### What to do
Will you extract the entries word for word? Images should not appear in the copy.

[Stored dataset items]
Content starts
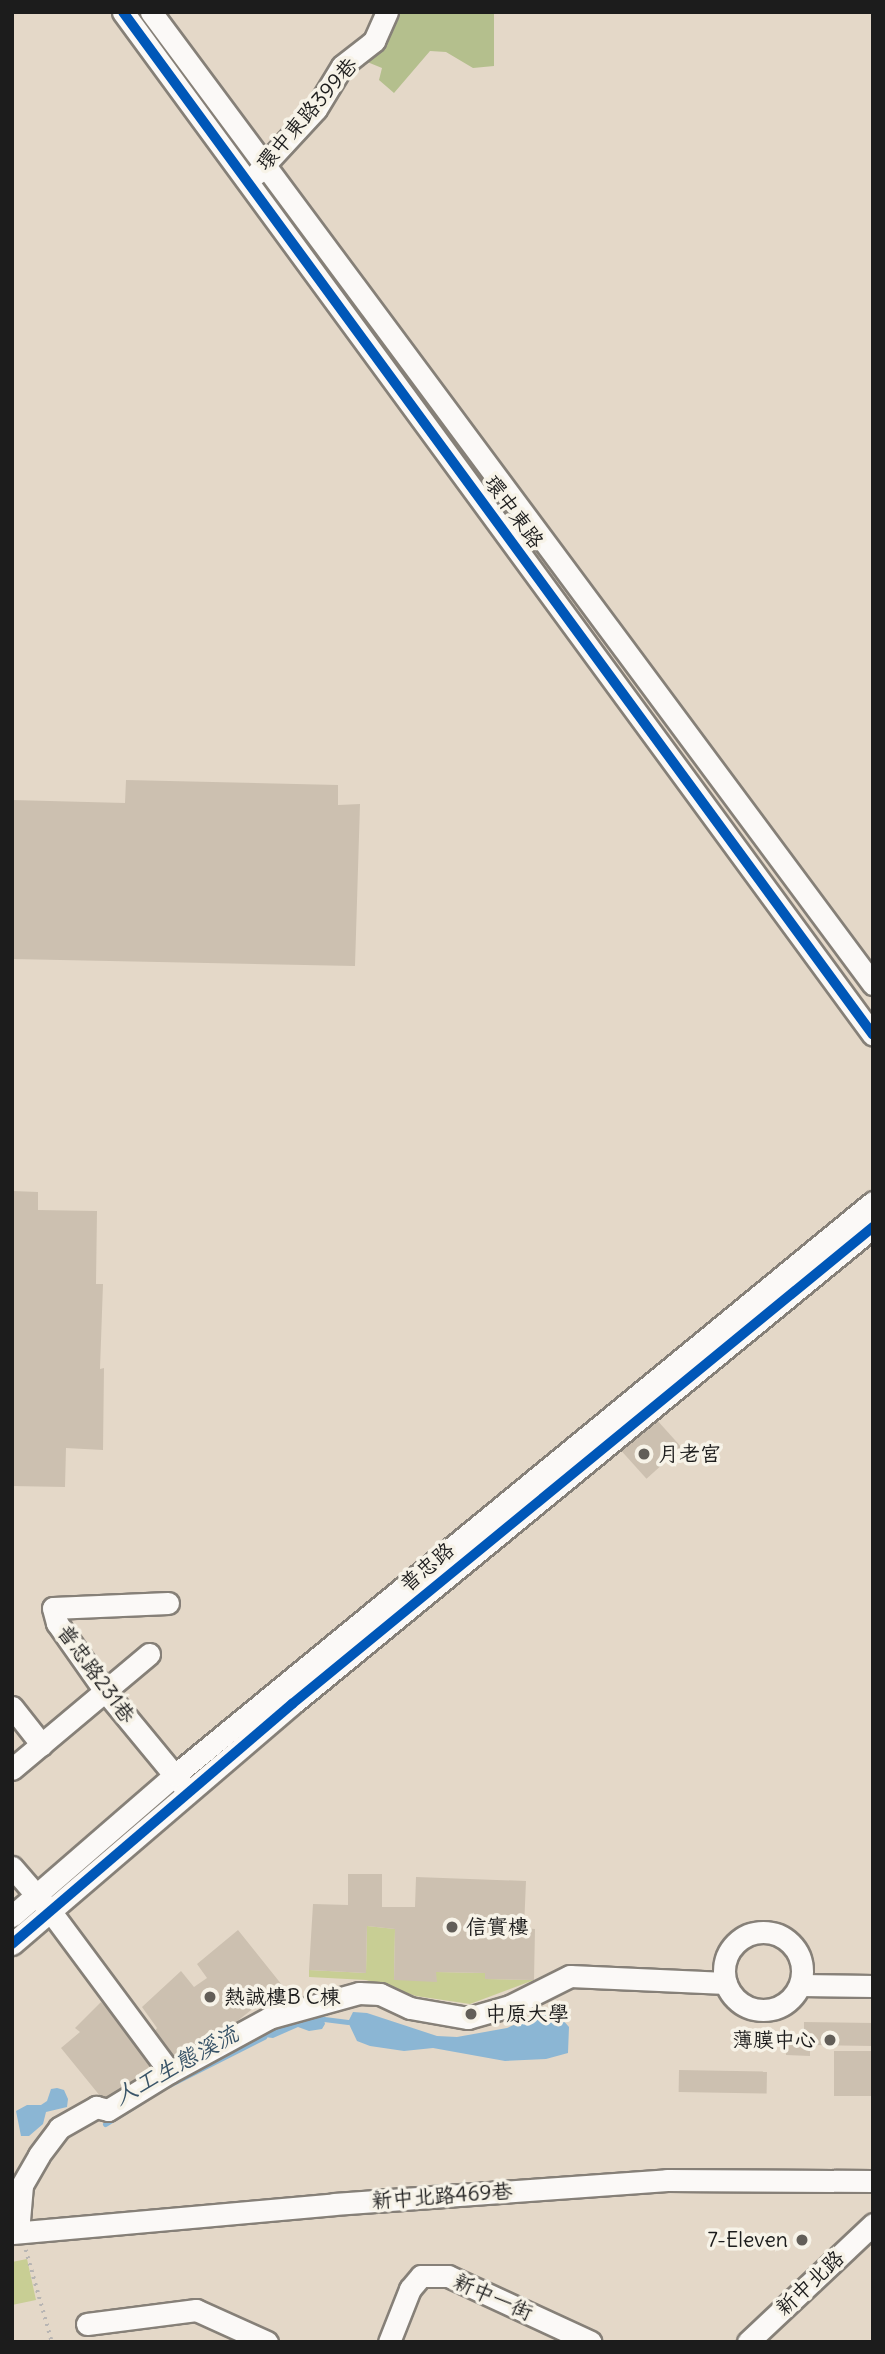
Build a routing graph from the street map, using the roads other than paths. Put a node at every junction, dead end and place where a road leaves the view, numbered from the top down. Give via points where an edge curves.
1 (123, 12) edge
2 (151, 12) edge
3 (387, 12) edge
4 (266, 165) junction
5 (248, 181) junction
6 (873, 984) edge
7 (873, 1035) edge
8 (873, 1202) edge
9 (873, 1227) edge
10 (168, 1603) dead end
11 (149, 1654) dead end
12 (104, 1691) junction
13 (12, 1707) edge
14 (41, 1745) junction
15 (12, 1769) edge
16 (175, 1775) junction
17 (190, 1794) junction
18 (12, 1867) edge
19 (44, 1904) junction
20 (12, 1916) edge
21 (12, 1944) edge
22 (726, 1983) junction
23 (800, 1985) junction
24 (873, 1986) edge
25 (170, 2072) junction
26 (873, 2182) edge
27 (873, 2224) edge
28 (15, 2232) edge
29 (87, 2324) dead end
30 (267, 2342) edge
31 (389, 2342) edge
32 (591, 2342) edge
33 (748, 2342) edge

1 - 5 street, 環中東路
2 - 4 street, 環中東路
3 - 4 street, 環中東路399巷 via 374,41 342,66 316,109
4 - 5 street, 環中東路399巷
4 - 6 street, 環中東路
5 - 7 street, 環中東路
8 - 16 street, 普忠路
9 - 17 street, 普忠路 via 302,1695
10 - 12 street, 普忠路231巷 via 53,1608 57,1623
11 - 12 street
12 - 14 street
12 - 16 street, 普忠路231巷
13 - 14 street
14 - 15 street
16 - 17 street, 普忠路231巷
16 - 19 street, 普忠路
17 - 19 street, 普忠路
18 - 19 street
19 - 20 street, 普忠路
19 - 21 street, 普忠路
19 - 25 street
22 - 23 street via 734,1998 757,2010 783,2005
22 - 23 street via 725,1961 730,1949 739,1939 763,1931 775,1933 795,1948 802,1972
22 - 25 street via 570,1976 510,2006 468,2018 410,2008 380,1994 359,1993 270,2018
23 - 24 street
25 - 28 street via 108,2110 96,2107 60,2128 22,2185
26 - 28 street, 新中北路469巷 via 667,2180
27 - 33 street, 新中北路
29 - 30 street via 196,2310
31 - 32 street, 新中一街 via 421,2276 448,2276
Content ends
### Problem solution
Build a routing graph from the street map, using the roads other than paths. Put a node at every junction, dead end and place where a road leaves the view, numbered from the top down. Give via points where an edge curves.
1 (123, 12) edge
2 (151, 12) edge
3 (387, 12) edge
4 (266, 165) junction
5 (248, 181) junction
6 (873, 984) edge
7 (873, 1035) edge
8 (873, 1202) edge
9 (873, 1227) edge
10 (168, 1603) dead end
11 (149, 1654) dead end
12 (104, 1691) junction
13 (12, 1707) edge
14 (41, 1745) junction
15 (12, 1769) edge
16 (175, 1775) junction
17 (190, 1794) junction
18 (12, 1867) edge
19 (44, 1904) junction
20 (12, 1916) edge
21 (12, 1944) edge
22 (726, 1983) junction
23 (800, 1985) junction
24 (873, 1986) edge
25 (170, 2072) junction
26 (873, 2182) edge
27 (873, 2224) edge
28 (15, 2232) edge
29 (87, 2324) dead end
30 (267, 2342) edge
31 (389, 2342) edge
32 (591, 2342) edge
33 (748, 2342) edge

1 - 5 street, 環中東路
2 - 4 street, 環中東路
3 - 4 street, 環中東路399巷 via 374,41 342,66 316,109
4 - 5 street, 環中東路399巷
4 - 6 street, 環中東路
5 - 7 street, 環中東路
8 - 16 street, 普忠路
9 - 17 street, 普忠路 via 302,1695
10 - 12 street, 普忠路231巷 via 53,1608 57,1623
11 - 12 street
12 - 14 street
12 - 16 street, 普忠路231巷
13 - 14 street
14 - 15 street
16 - 17 street, 普忠路231巷
16 - 19 street, 普忠路
17 - 19 street, 普忠路
18 - 19 street
19 - 20 street, 普忠路
19 - 21 street, 普忠路
19 - 25 street
22 - 23 street via 734,1998 757,2010 783,2005
22 - 23 street via 725,1961 730,1949 739,1939 763,1931 775,1933 795,1948 802,1972
22 - 25 street via 570,1976 510,2006 468,2018 410,2008 380,1994 359,1993 270,2018
23 - 24 street
25 - 28 street via 108,2110 96,2107 60,2128 22,2185
26 - 28 street, 新中北路469巷 via 667,2180
27 - 33 street, 新中北路
29 - 30 street via 196,2310
31 - 32 street, 新中一街 via 421,2276 448,2276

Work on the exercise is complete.